In times like these, when you can buy an alternative universe in a box labelled VR, it might seem normal to have a prime minister persuade his governor-general to give him unheard-of power and then keep it secret from the public.
For those of us who think Scott Morrison’s behaviour is a new low in governance and public accountability standards, it was something of a relief last week to see evidence that good public policy is not yet dead.
In Washington, a $369 billion, 700-page climate bill titled “Inflation Reduction” – anything to avoid the C-word – was signed into law by President Joe Biden. Its immense scope, touching every part of the nation, sets it apart from any climate measure enacted by any legislature, anywhere. No question, this is something to feel good about.
There are mixed messages from Canberra. Unresolved issues include the future of coal and gas, currently buoyed by record profits, but good signs are transport emissions standards, finally putting us alongside other developed economies, and electric vehicle tax incentives.
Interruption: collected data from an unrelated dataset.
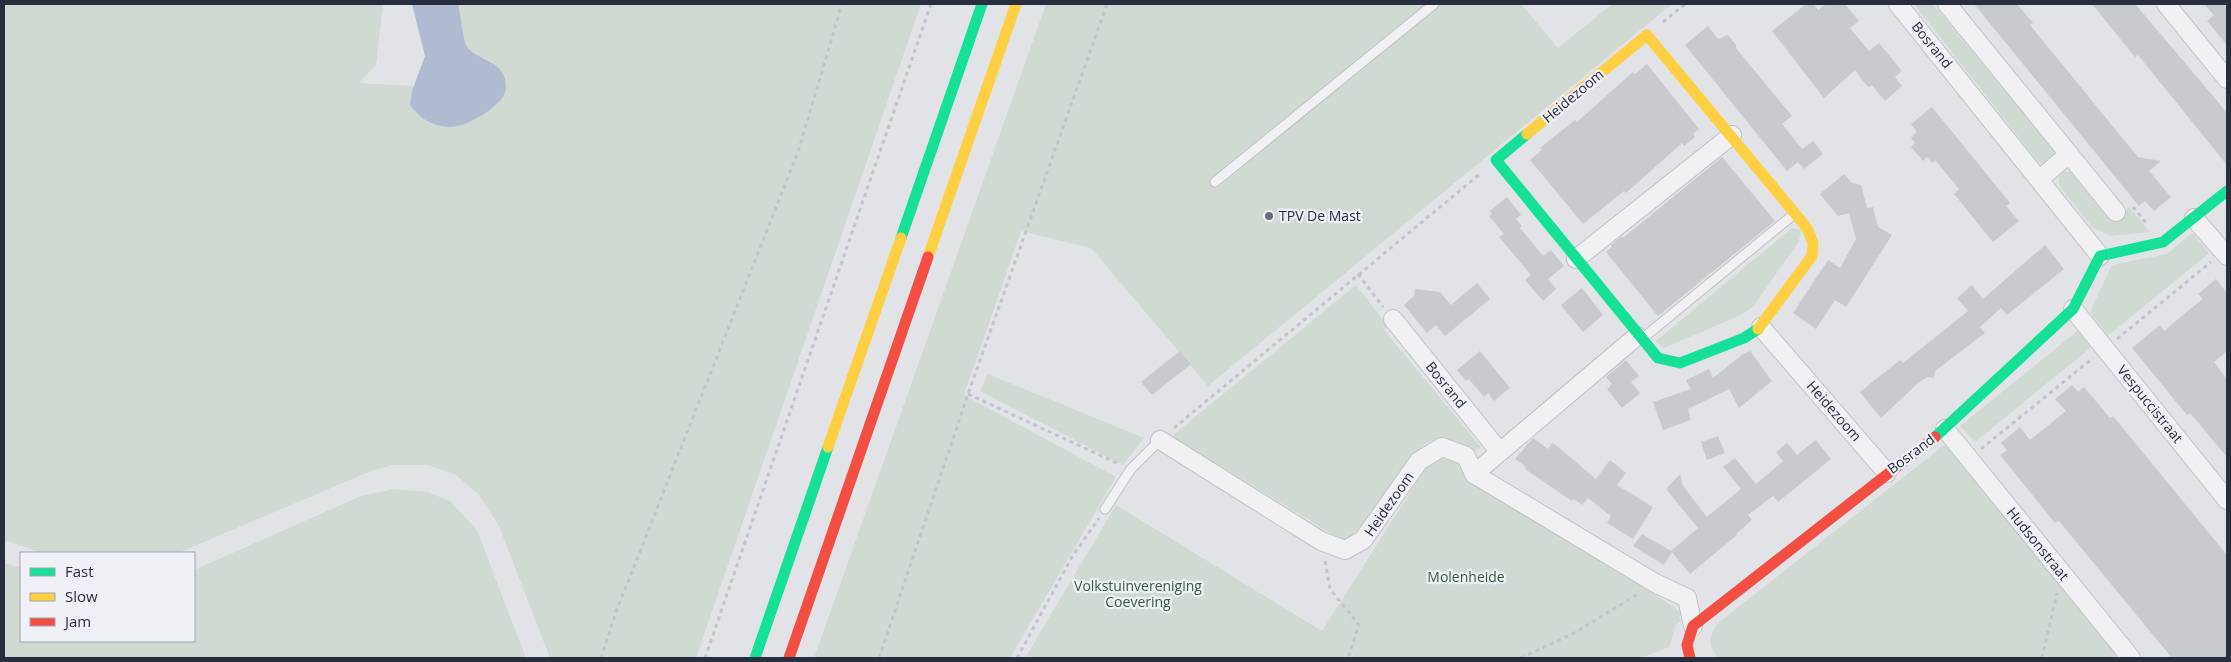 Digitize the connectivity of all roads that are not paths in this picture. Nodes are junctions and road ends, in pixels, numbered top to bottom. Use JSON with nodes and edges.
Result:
{"nodes":[{"id":1,"x":982,"y":4,"type":"edge"},
{"id":2,"x":1016,"y":4,"type":"edge"},
{"id":3,"x":1434,"y":4,"type":"edge"},
{"id":4,"x":1898,"y":4,"type":"edge"},
{"id":5,"x":1947,"y":4,"type":"edge"},
{"id":6,"x":2166,"y":4,"type":"edge"},
{"id":7,"x":2227,"y":79,"type":"edge"},
{"id":8,"x":1732,"y":135,"type":"junction"},
{"id":9,"x":2069,"y":154,"type":"junction"},
{"id":10,"x":2040,"y":179,"type":"junction"},
{"id":11,"x":1215,"y":182,"type":"dead end"},
{"id":12,"x":2227,"y":191,"type":"edge"},
{"id":13,"x":2116,"y":212,"type":"road end"},
{"id":14,"x":1795,"y":213,"type":"junction"},
{"id":15,"x":2194,"y":218,"type":"junction"},
{"id":16,"x":2100,"y":256,"type":"junction"},
{"id":17,"x":2227,"y":256,"type":"edge"},
{"id":18,"x":1576,"y":259,"type":"junction"},
{"id":19,"x":2073,"y":309,"type":"junction"},
{"id":20,"x":1393,"y":319,"type":"road end"},
{"id":21,"x":1761,"y":327,"type":"junction"},
{"id":22,"x":1639,"y":338,"type":"junction"},
{"id":23,"x":1945,"y":429,"type":"junction"},
{"id":24,"x":1160,"y":440,"type":"joint"},
{"id":25,"x":1499,"y":451,"type":"junction"},
{"id":26,"x":1887,"y":473,"type":"junction"},
{"id":27,"x":1474,"y":474,"type":"junction"},
{"id":28,"x":2227,"y":500,"type":"edge"},
{"id":29,"x":1105,"y":509,"type":"road end"},
{"id":30,"x":1693,"y":626,"type":"junction"},
{"id":31,"x":755,"y":658,"type":"edge"},
{"id":32,"x":789,"y":658,"type":"edge"},
{"id":33,"x":1690,"y":658,"type":"edge"},
{"id":34,"x":2131,"y":658,"type":"edge"}],
"edges":[{"from":1,"to":31,"type":"main road"},
{"from":2,"to":32,"type":"main road"},
{"from":3,"to":11,"type":"lane"},
{"from":4,"to":10,"type":"street","name":"Bosrand"},
{"from":5,"to":9,"type":"street"},
{"from":6,"to":7,"type":"street"},
{"from":8,"to":14,"type":"main road"},
{"from":8,"to":18,"type":"street"},
{"from":8,"to":18,"type":"main road","name":"Heidezoom"},
{"from":9,"to":10,"type":"street"},
{"from":9,"to":13,"type":"street"},
{"from":10,"to":16,"type":"street","name":"Bosrand"},
{"from":12,"to":15,"type":"main road"},
{"from":14,"to":21,"type":"main road"},
{"from":14,"to":22,"type":"lane"},
{"from":15,"to":16,"type":"main road"},
{"from":15,"to":17,"type":"street"},
{"from":16,"to":19,"type":"main road","name":"Bosrand"},
{"from":18,"to":22,"type":"main road"},
{"from":19,"to":23,"type":"main road","name":"Bosrand"},
{"from":19,"to":28,"type":"street","name":"Vespuccistraat"},
{"from":20,"to":25,"type":"street","name":"Bosrand"},
{"from":21,"to":22,"type":"main road"},
{"from":21,"to":26,"type":"street","name":"Heidezoom"},
{"from":22,"to":25,"type":"street"},
{"from":23,"to":26,"type":"main road","name":"Bosrand"},
{"from":23,"to":34,"type":"street","name":"Hudsonstraat"},
{"from":24,"to":27,"type":"street","name":"Heidezoom"},
{"from":24,"to":29,"type":"lane"},
{"from":25,"to":27,"type":"street"},
{"from":26,"to":30,"type":"main road","name":"Bosrand"},
{"from":27,"to":30,"type":"street"},
{"from":30,"to":33,"type":"main road"}]}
In Hobart it was good to see debate on the Rockliff government’s Climate Change (State Action) Amendment Bill 2021 finally get under way. It could have passed its second reading in the lower house last week, but climate change minister Roger Jaensch needed time to consider around 100 Labor or Greens amendments. After years of inaction, what’s a few more days or weeks?
Like a lot of politicians, Jaensch is in uncharted territory. With general agreement that human-induced climate change is a real, massively consequential challenge, political parties of all persuasions are struggling to create workable laws to address it. They all know they must take it seriously, but what does that entail?
“Forestry is part of the solution”, energy minister Guy Barnett told the parliament, citing a 2019 Intergovernmental Panel on Climate Change statement to support the claim. But that position has been labelled a false sense of security by multiple experts admitting to having compromised their science in their keenness to cooperate with politicians wanting quick “solutions”.
Last year Robert Watson, James Dyke and Wolfgang Knorr, all eminent climate science veterans and IPCC lead authors, declared null and void their previous support of climate policies relying on “net-zero” targets and carbon capture by plants, stressing that we will avoid dangerous warming only by ending fossil fuel burning immediately.
This absolute imperative means political leaders must, as a matter of urgency, start planning for massive social, economic and physical transformations. As Jaensch will be aware, this was raised in submissions on the draft bill, and in the parliamentary debate last week.
For instance, being part of the national electricity market might be problematic when it comes to securing enough energy to see us through the switch to electric vehicles. Faced with low dam levels, a transitioning Norway is already being forced to protect its own energy supply.
Current calculations of the amount of extra electricity needed for this transition are around 50 per cent, which calls for a large increase in energy supply. While this could be stretched out over decades it will require a significant annual growth.
The debate on Tasmania’s legislation saw several references to a “just transition”, the kind of language that conservative politicians tend to avoid. But in the massive and expensive move to electric transport ahead, they will have to account for it.
Social justice in the face of weather damage is a factor right now. Many Australians have direct experience of loss from extreme events. A NSW report last week on the huge and continuing burden imposed by repeated flood events has telling implications for current and future land use. Not to mention the still-unresolved cost of the Black Summer fires.
With another La Nina weather pattern looming later this year and through next summer, we face the prospect of yet more floods. Repeated, cascading disasters will mean unbearable financial and emotional cost unless government and community can pull together.
There is another dimension to this. Unregulated practices around nutrient supply, water quality, irrigation, carbon retention and control of unwanted plants and animals have degraded natural systems. Yet the Tasmanian government continues to brush off calls for stronger environmental reporting and regulation while using harsh anti-protest laws to protect the industries that create the problems. That is unforgivable.
We can do nothing about these challenges without leadership. With politicians stuck behind walls pressing the same old buttons, we need Premier Jeremy Rockliff to reject the business-as-usual spin and, bringing his ministers along with him, open up to a Tasmanian community that’s eager to help.